Read more in the full article here.

Related articles:
Why ‘Flappy Bird’ creator Dong Nguyen pulled his game – permanently – February 11, 2014
‘Flappy Bird’ creator pulls game from App Store – February 9, 2014


  1. I don’t get it! Wouldn’t you have to sell your iDevice with your account intact? Someone explain the logic to me along with who in their right mind would pay that kind of money for a worthless game?

    1. Really? It gets even BETTER?!

      Dead Flappy Bird’s REANIMATED CORPSE may spread malware PLAGUE
      Cybercrooks latch onto app flap with trojan pestilence

      My kind of news!

      Cybercrooks have been quick to latch onto the hype about Flappy Bird’s demise by laying a variety of malware-based traps.

      Counterfeit Flappy Bird Android apps packing malware have been spotted all over the web, with sightings by both Trend Micro and Sophos, among others.

      Trend warns that counterfeit copies of the mobile game send text messages to premium rate numbers, thereby ringing up unwanted charges to victims’ bills. Counterfeit versions of Flappy Bird are “especially rampant in app markets in Russia and Vietnam,” Trend Micro warns.

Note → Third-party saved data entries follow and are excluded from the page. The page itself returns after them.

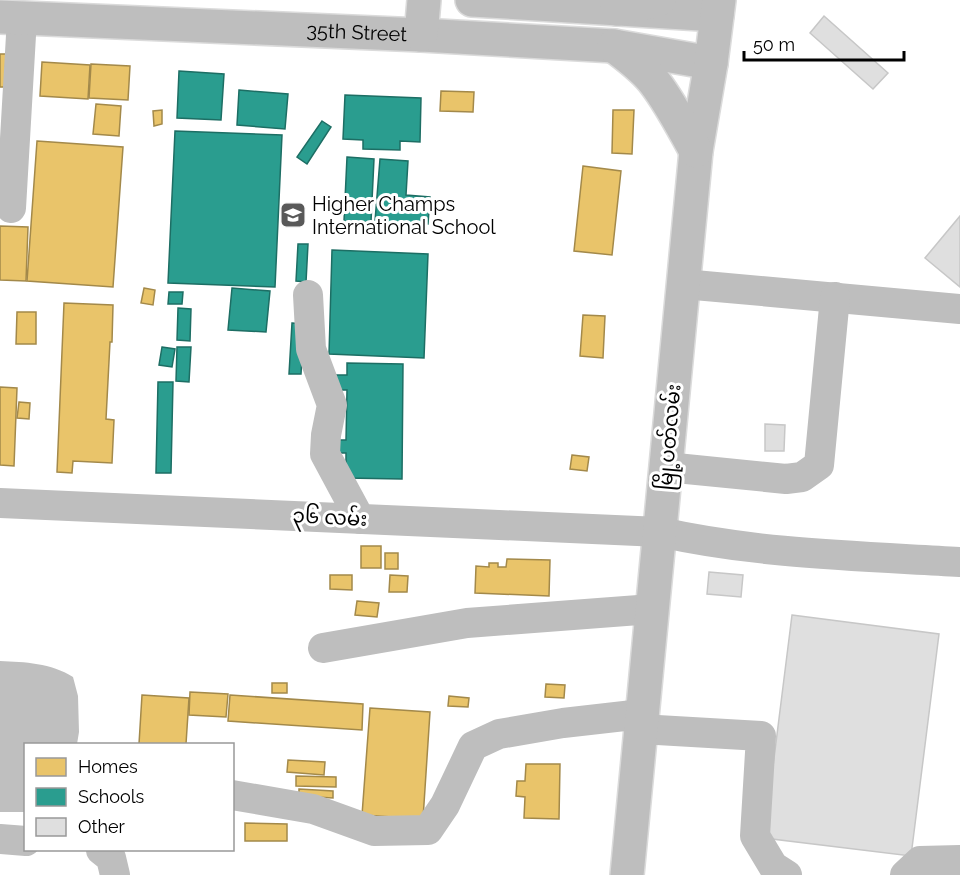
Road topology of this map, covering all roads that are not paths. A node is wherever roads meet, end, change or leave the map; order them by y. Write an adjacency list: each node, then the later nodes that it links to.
1 (424, 0): 8 (main road)
2 (472, 0): 4 (main road)
3 (659, 0): 6 (main road)
4 (518, 1): 6 (main road)
5 (718, 7): 6 (main road); 10 (main road, မြို့ပတ်လမ်း)
6 (617, 9)
7 (11, 18): 8 (main road, 35th Street); 12 (street)
8 (422, 35): 9 (main road, 35th Street)
9 (614, 46): 10 (main road, 35th Street); 11 (main road)
10 (711, 63): 11 (main road, မြို့ပတ်လမ်း)
11 (696, 151): 13 (main road, မြို့ပတ်လမ်း)
12 (11, 208)
13 (683, 284): 15 (street); 17 (main road, မြို့ပတ်လမ်း)
14 (308, 295): 19 (street)
15 (835, 297): 16 (street); 17 (street)
16 (960, 309)
17 (666, 467): 20 (main road, မြို့ပတ်လမ်း)
18 (0, 503): 19 (street, ၃၆ လမ်း)
19 (360, 519): 20 (street, ၃၆ လမ်း)
20 (660, 532): 21 (street, ၃၆ လမ်း); 22 (main road, မြို့ပတ်လမ်း)
21 (960, 562)
22 (652, 609): 23 (street); 24 (main road, မြို့ပတ်လမ်း)
23 (323, 648)
24 (641, 721): 25 (street); 31 (main road, မြို့ပတ်လမ်း); 32 (street)
25 (234, 795)
26 (0, 839): 27 (street)
27 (24, 841)
28 (103, 851): 30 (street)
29 (960, 860): 33 (street)
30 (115, 875)
31 (627, 875)
32 (787, 875)
33 (905, 875)

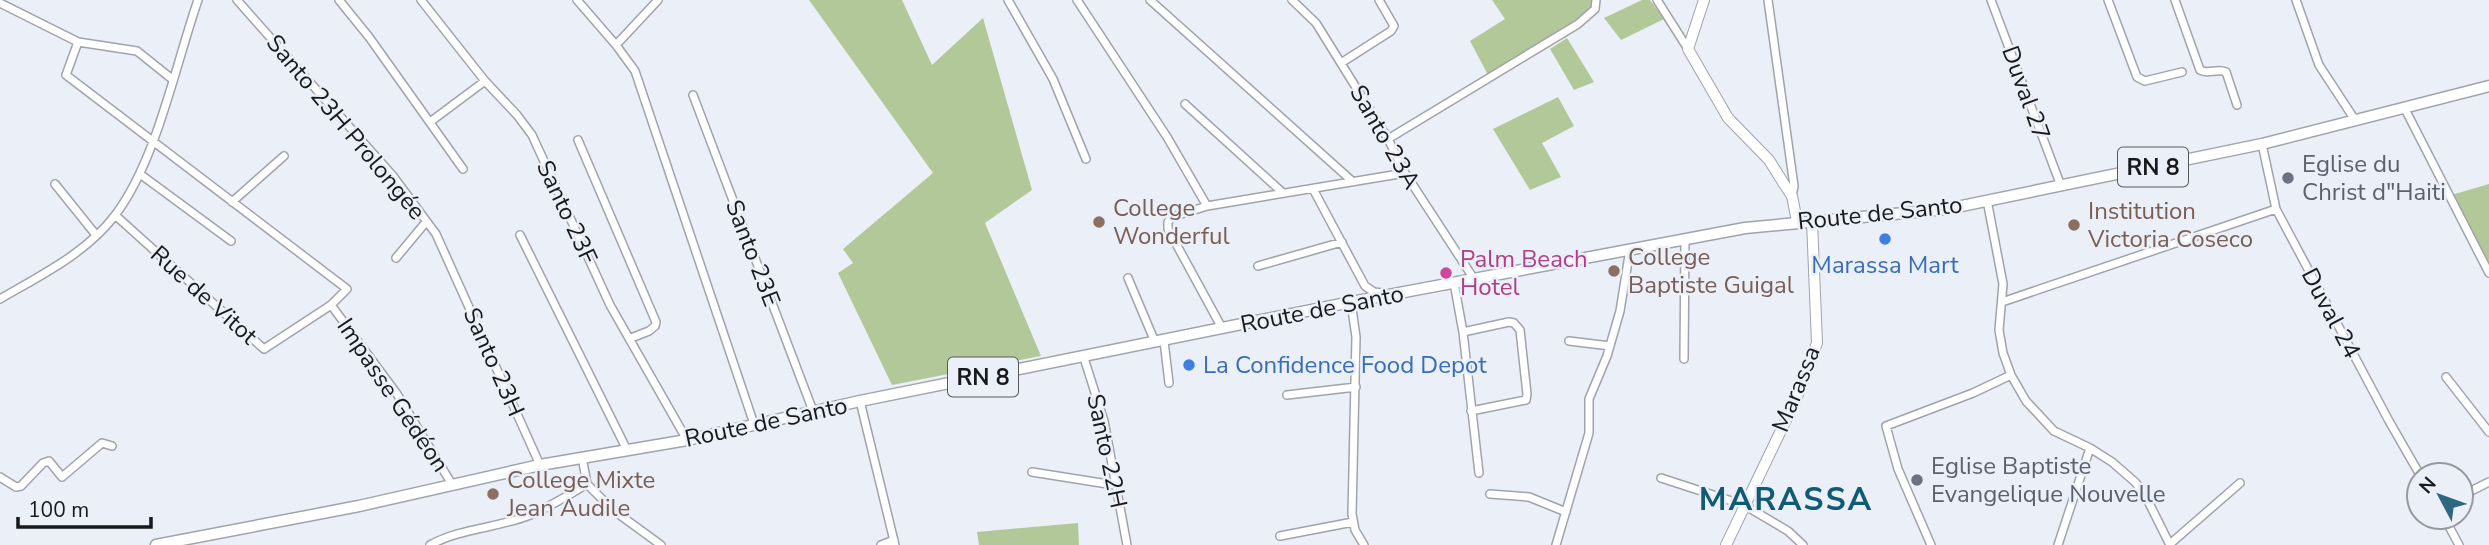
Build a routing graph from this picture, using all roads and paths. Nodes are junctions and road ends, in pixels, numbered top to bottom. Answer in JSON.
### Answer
{"nodes":[{"id":1,"x":198,"y":0,"type":"edge"},
{"id":2,"x":237,"y":0,"type":"edge"},
{"id":3,"x":338,"y":0,"type":"edge"},
{"id":4,"x":421,"y":0,"type":"edge"},
{"id":5,"x":577,"y":0,"type":"edge"},
{"id":6,"x":658,"y":0,"type":"edge"},
{"id":7,"x":1008,"y":0,"type":"edge"},
{"id":8,"x":1077,"y":0,"type":"edge"},
{"id":9,"x":1150,"y":0,"type":"edge"},
{"id":10,"x":1292,"y":0,"type":"edge"},
{"id":11,"x":1379,"y":0,"type":"edge"},
{"id":12,"x":1596,"y":0,"type":"edge"},
{"id":13,"x":1657,"y":0,"type":"edge"},
{"id":14,"x":1704,"y":0,"type":"edge"},
{"id":15,"x":1768,"y":0,"type":"edge"},
{"id":16,"x":1991,"y":0,"type":"edge"},
{"id":17,"x":2108,"y":0,"type":"edge"},
{"id":18,"x":2175,"y":0,"type":"edge"},
{"id":19,"x":2296,"y":0,"type":"edge"},
{"id":20,"x":0,"y":3,"type":"edge"},
{"id":21,"x":78,"y":42,"type":"junction"},
{"id":22,"x":616,"y":45,"type":"junction"},
{"id":23,"x":1688,"y":49,"type":"junction"},
{"id":24,"x":1341,"y":62,"type":"junction"},
{"id":25,"x":2182,"y":72,"type":"dead end"},
{"id":26,"x":172,"y":79,"type":"junction"},
{"id":27,"x":485,"y":81,"type":"junction"},
{"id":28,"x":2489,"y":86,"type":"edge"},
{"id":29,"x":693,"y":95,"type":"dead end"},
{"id":30,"x":1185,"y":104,"type":"dead end"},
{"id":31,"x":2238,"y":105,"type":"dead end"},
{"id":32,"x":2405,"y":109,"type":"junction"},
{"id":33,"x":2355,"y":120,"type":"junction"},
{"id":34,"x":430,"y":122,"type":"junction"},
{"id":35,"x":1388,"y":139,"type":"junction"},
{"id":36,"x":578,"y":140,"type":"dead end"},
{"id":37,"x":152,"y":142,"type":"junction"},
{"id":38,"x":2262,"y":144,"type":"junction"},
{"id":39,"x":284,"y":156,"type":"dead end"},
{"id":40,"x":1086,"y":159,"type":"dead end"},
{"id":41,"x":463,"y":169,"type":"dead end"},
{"id":42,"x":1405,"y":173,"type":"junction"},
{"id":43,"x":139,"y":174,"type":"junction"},
{"id":44,"x":1352,"y":181,"type":"junction"},
{"id":45,"x":55,"y":184,"type":"dead end"},
{"id":46,"x":2060,"y":186,"type":"junction"},
{"id":47,"x":1313,"y":189,"type":"junction"},
{"id":48,"x":1283,"y":193,"type":"junction"},
{"id":49,"x":1792,"y":196,"type":"junction"},
{"id":50,"x":1987,"y":200,"type":"junction"},
{"id":51,"x":232,"y":202,"type":"junction"},
{"id":52,"x":1207,"y":206,"type":"junction"},
{"id":53,"x":2276,"y":209,"type":"junction"},
{"id":54,"x":115,"y":215,"type":"junction"},
{"id":55,"x":1797,"y":221,"type":"junction"},
{"id":56,"x":1812,"y":221,"type":"junction"},
{"id":57,"x":426,"y":222,"type":"junction"},
{"id":58,"x":96,"y":235,"type":"junction"},
{"id":59,"x":520,"y":235,"type":"dead end"},
{"id":60,"x":1685,"y":239,"type":"junction"},
{"id":61,"x":231,"y":241,"type":"dead end"},
{"id":62,"x":1342,"y":242,"type":"junction"},
{"id":63,"x":1630,"y":250,"type":"junction"},
{"id":64,"x":396,"y":258,"type":"dead end"},
{"id":65,"x":447,"y":258,"type":"joint"},
{"id":66,"x":1258,"y":266,"type":"dead end"},
{"id":67,"x":2489,"y":273,"type":"edge"},
{"id":68,"x":1128,"y":278,"type":"dead end"},
{"id":69,"x":1474,"y":279,"type":"junction"},
{"id":70,"x":1454,"y":283,"type":"junction"},
{"id":71,"x":1395,"y":295,"type":"junction"},
{"id":72,"x":0,"y":299,"type":"edge"},
{"id":73,"x":1351,"y":302,"type":"junction"},
{"id":74,"x":2002,"y":302,"type":"junction"},
{"id":75,"x":331,"y":304,"type":"junction"},
{"id":76,"x":1223,"y":328,"type":"junction"},
{"id":77,"x":1463,"y":332,"type":"junction"},
{"id":78,"x":631,"y":338,"type":"junction"},
{"id":79,"x":1160,"y":341,"type":"junction"},
{"id":80,"x":1569,"y":341,"type":"dead end"},
{"id":81,"x":1610,"y":346,"type":"junction"},
{"id":82,"x":1084,"y":358,"type":"junction"},
{"id":83,"x":1684,"y":359,"type":"dead end"},
{"id":84,"x":2011,"y":375,"type":"junction"},
{"id":85,"x":2446,"y":377,"type":"dead end"},
{"id":86,"x":1169,"y":383,"type":"dead end"},
{"id":87,"x":1356,"y":387,"type":"junction"},
{"id":88,"x":1287,"y":395,"type":"dead end"},
{"id":89,"x":860,"y":401,"type":"junction"},
{"id":90,"x":814,"y":411,"type":"junction"},
{"id":91,"x":1471,"y":411,"type":"junction"},
{"id":92,"x":754,"y":424,"type":"junction"},
{"id":93,"x":2489,"y":432,"type":"edge"},
{"id":94,"x":687,"y":440,"type":"junction"},
{"id":95,"x":112,"y":446,"type":"dead end"},
{"id":96,"x":2090,"y":448,"type":"junction"},
{"id":97,"x":627,"y":450,"type":"junction"},
{"id":98,"x":582,"y":457,"type":"junction"},
{"id":99,"x":2412,"y":461,"type":"edge"},
{"id":100,"x":540,"y":465,"type":"junction"},
{"id":101,"x":1032,"y":472,"type":"dead end"},
{"id":102,"x":1479,"y":473,"type":"dead end"},
{"id":103,"x":0,"y":477,"type":"edge"},
{"id":104,"x":1661,"y":478,"type":"dead end"},
{"id":105,"x":2240,"y":482,"type":"dead end"},
{"id":106,"x":587,"y":484,"type":"junction"},
{"id":107,"x":1114,"y":485,"type":"junction"},
{"id":108,"x":453,"y":486,"type":"junction"},
{"id":109,"x":1490,"y":495,"type":"dead end"},
{"id":110,"x":1744,"y":505,"type":"junction"},
{"id":111,"x":1566,"y":512,"type":"junction"},
{"id":112,"x":1353,"y":522,"type":"junction"},
{"id":113,"x":1280,"y":536,"type":"dead end"},
{"id":114,"x":188,"y":542,"type":"edge"},
{"id":115,"x":895,"y":543,"type":"edge"},
{"id":116,"x":2170,"y":544,"type":"edge"},
{"id":117,"x":156,"y":545,"type":"edge"},
{"id":118,"x":430,"y":545,"type":"edge"},
{"id":119,"x":661,"y":545,"type":"edge"},
{"id":120,"x":881,"y":545,"type":"edge"},
{"id":121,"x":1127,"y":545,"type":"edge"},
{"id":122,"x":1364,"y":545,"type":"edge"},
{"id":123,"x":1556,"y":545,"type":"edge"},
{"id":124,"x":1726,"y":545,"type":"edge"},
{"id":125,"x":1803,"y":545,"type":"edge"},
{"id":126,"x":1931,"y":545,"type":"edge"},
{"id":127,"x":2058,"y":545,"type":"edge"}],
"edges":[{"from":1,"to":26,"type":"street"},
{"from":2,"to":57,"type":"street","name":"Santo 23H Prolongée"},
{"from":3,"to":34,"type":"street"},
{"from":4,"to":27,"type":"street","name":"Santo 23F"},
{"from":5,"to":22,"type":"street"},
{"from":6,"to":22,"type":"street"},
{"from":7,"to":40,"type":"street"},
{"from":8,"to":52,"type":"street"},
{"from":9,"to":44,"type":"street"},
{"from":10,"to":24,"type":"street","name":"Santo 23A"},
{"from":11,"to":24,"type":"street"},
{"from":12,"to":35,"type":"street"},
{"from":13,"to":23,"type":"street"},
{"from":14,"to":23,"type":"main road"},
{"from":15,"to":49,"type":"street"},
{"from":16,"to":46,"type":"street","name":"Duval 27"},
{"from":17,"to":25,"type":"street"},
{"from":18,"to":31,"type":"street"},
{"from":19,"to":33,"type":"street"},
{"from":20,"to":21,"type":"street"},
{"from":21,"to":26,"type":"street"},
{"from":21,"to":37,"type":"street"},
{"from":22,"to":92,"type":"street"},
{"from":23,"to":49,"type":"main road"},
{"from":24,"to":35,"type":"street","name":"Santo 23A"},
{"from":26,"to":37,"type":"street"},
{"from":27,"to":34,"type":"street"},
{"from":27,"to":78,"type":"street","name":"Santo 23F"},
{"from":28,"to":32,"type":"main road","name":"Route de Santo","number":"RN 8"},
{"from":29,"to":90,"type":"street","name":"Santo 23E"},
{"from":30,"to":48,"type":"street"},
{"from":32,"to":33,"type":"main road","name":"Route de Santo","number":"RN 8"},
{"from":32,"to":67,"type":"street"},
{"from":33,"to":38,"type":"main road","name":"Route de Santo","number":"RN 8"},
{"from":34,"to":41,"type":"street"},
{"from":35,"to":42,"type":"street","name":"Santo 23A"},
{"from":36,"to":78,"type":"street"},
{"from":37,"to":43,"type":"street"},
{"from":37,"to":51,"type":"street"},
{"from":38,"to":46,"type":"main road","name":"Route de Santo","number":"RN 8"},
{"from":38,"to":53,"type":"street","name":"Duval 24"},
{"from":39,"to":51,"type":"street"},
{"from":42,"to":44,"type":"street"},
{"from":42,"to":69,"type":"street","name":"Santo 23A"},
{"from":43,"to":54,"type":"street"},
{"from":43,"to":61,"type":"street"},
{"from":44,"to":47,"type":"street"},
{"from":45,"to":58,"type":"street"},
{"from":46,"to":50,"type":"main road","name":"Route de Santo","number":"RN 8"},
{"from":47,"to":48,"type":"street"},
{"from":47,"to":62,"type":"street"},
{"from":48,"to":52,"type":"street"},
{"from":49,"to":55,"type":"main road"},
{"from":50,"to":56,"type":"main road","name":"Route de Santo","number":"RN 8"},
{"from":50,"to":74,"type":"street"},
{"from":51,"to":75,"type":"street"},
{"from":52,"to":76,"type":"street"},
{"from":53,"to":74,"type":"street"},
{"from":53,"to":99,"type":"street","name":"Duval 24"},
{"from":54,"to":58,"type":"street"},
{"from":54,"to":75,"type":"street","name":"Rue de Vitot"},
{"from":55,"to":56,"type":"main road","name":"Route de Santo","number":"RN 8"},
{"from":55,"to":60,"type":"main road","name":"Route de Santo","number":"RN 8"},
{"from":56,"to":110,"type":"main road","name":"Marassa"},
{"from":57,"to":64,"type":"street"},
{"from":57,"to":65,"type":"street","name":"Santo 23H Prolongée"},
{"from":58,"to":72,"type":"street"},
{"from":59,"to":97,"type":"street"},
{"from":60,"to":63,"type":"main road","name":"Route de Santo","number":"RN 8"},
{"from":60,"to":83,"type":"street"},
{"from":62,"to":66,"type":"street"},
{"from":62,"to":71,"type":"street"},
{"from":63,"to":69,"type":"main road","name":"Route de Santo","number":"RN 8"},
{"from":63,"to":81,"type":"street"},
{"from":65,"to":100,"type":"street","name":"Santo 23H"},
{"from":68,"to":79,"type":"street"},
{"from":69,"to":70,"type":"main road","name":"Route de Santo","number":"RN 8"},
{"from":70,"to":71,"type":"main road","name":"Route de Santo","number":"RN 8"},
{"from":70,"to":77,"type":"street"},
{"from":71,"to":73,"type":"main road","name":"Route de Santo","number":"RN 8"},
{"from":73,"to":76,"type":"main road","name":"Route de Santo","number":"RN 8"},
{"from":73,"to":87,"type":"street"},
{"from":74,"to":84,"type":"street"},
{"from":75,"to":108,"type":"street","name":"Impasse Gédéon"},
{"from":76,"to":79,"type":"main road","name":"Route de Santo","number":"RN 8"},
{"from":77,"to":91,"type":"street"},
{"from":77,"to":91,"type":"street"},
{"from":78,"to":94,"type":"street","name":"Santo 23F"},
{"from":79,"to":82,"type":"main road","name":"Route de Santo","number":"RN 8"},
{"from":79,"to":86,"type":"street"},
{"from":80,"to":81,"type":"street"},
{"from":81,"to":111,"type":"street"},
{"from":82,"to":89,"type":"main road","name":"Route de Santo","number":"RN 8"},
{"from":82,"to":107,"type":"street","name":"Santo 22H"},
{"from":84,"to":96,"type":"street"},
{"from":84,"to":126,"type":"street"},
{"from":85,"to":93,"type":"street"},
{"from":87,"to":88,"type":"street"},
{"from":87,"to":112,"type":"street"},
{"from":89,"to":90,"type":"main road","name":"Route de Santo","number":"RN 8"},
{"from":89,"to":115,"type":"street"},
{"from":90,"to":92,"type":"main road","name":"Route de Santo","number":"RN 8"},
{"from":91,"to":102,"type":"street"},
{"from":92,"to":94,"type":"main road","name":"Route de Santo","number":"RN 8"},
{"from":94,"to":97,"type":"main road","name":"Route de Santo","number":"RN 8"},
{"from":95,"to":103,"type":"street"},
{"from":96,"to":116,"type":"street"},
{"from":96,"to":127,"type":"street"},
{"from":97,"to":98,"type":"main road","name":"Route de Santo","number":"RN 8"},
{"from":98,"to":100,"type":"main road","name":"Route de Santo","number":"RN 8"},
{"from":98,"to":106,"type":"street"},
{"from":100,"to":108,"type":"main road","name":"Route de Santo","number":"RN 8"},
{"from":101,"to":107,"type":"street"},
{"from":104,"to":110,"type":"street"},
{"from":105,"to":116,"type":"street"},
{"from":106,"to":118,"type":"street"},
{"from":106,"to":119,"type":"street"},
{"from":107,"to":121,"type":"street","name":"Santo 22H"},
{"from":108,"to":114,"type":"main road","name":"Route de Santo","number":"RN 8"},
{"from":109,"to":111,"type":"street"},
{"from":110,"to":124,"type":"main road","name":"Marassa"},
{"from":110,"to":125,"type":"street"},
{"from":111,"to":123,"type":"street"},
{"from":112,"to":113,"type":"street"},
{"from":112,"to":122,"type":"street"},
{"from":114,"to":117,"type":"main road","name":"Route de Santo","number":"RN 8"},
{"from":115,"to":120,"type":"street"}]}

      More malware can be expected to follow. 😈

    2. There is no reason to believe that Dong Nguyen scammed anybody. Do you have any reason to believe he was involved in selling these phones?
      The folks at Kotaku who published an article implying that he misappropriated Nintendo graphics have _apologized_ and admitted that it doesn’t look like he did anything wrong.
      Basically, the dude made a very difficult and silly, but apparently somewhat addictive, game. Eventually he couldn’t handle the media frenzy and took it down. It sounds like he made quite a bit of money, but it doesn’t sound like he did anything wrong.
      Derek, I’m usually with you when you call out corrupt corporations (redundant?) and governments, but this guy isn’t some big institution. It seems like he’s just a guy who got lucky, then didn’t want to deal with the typical viral-event nonsense. 🙂

      1. This subject is too bizarro for me to touch any further. If this Dong dude has you hypnotized, you’re on your own. Seek deprogramming.

        I could not be more pleased to live outside the box, because it’s fracking weird inside the box this week.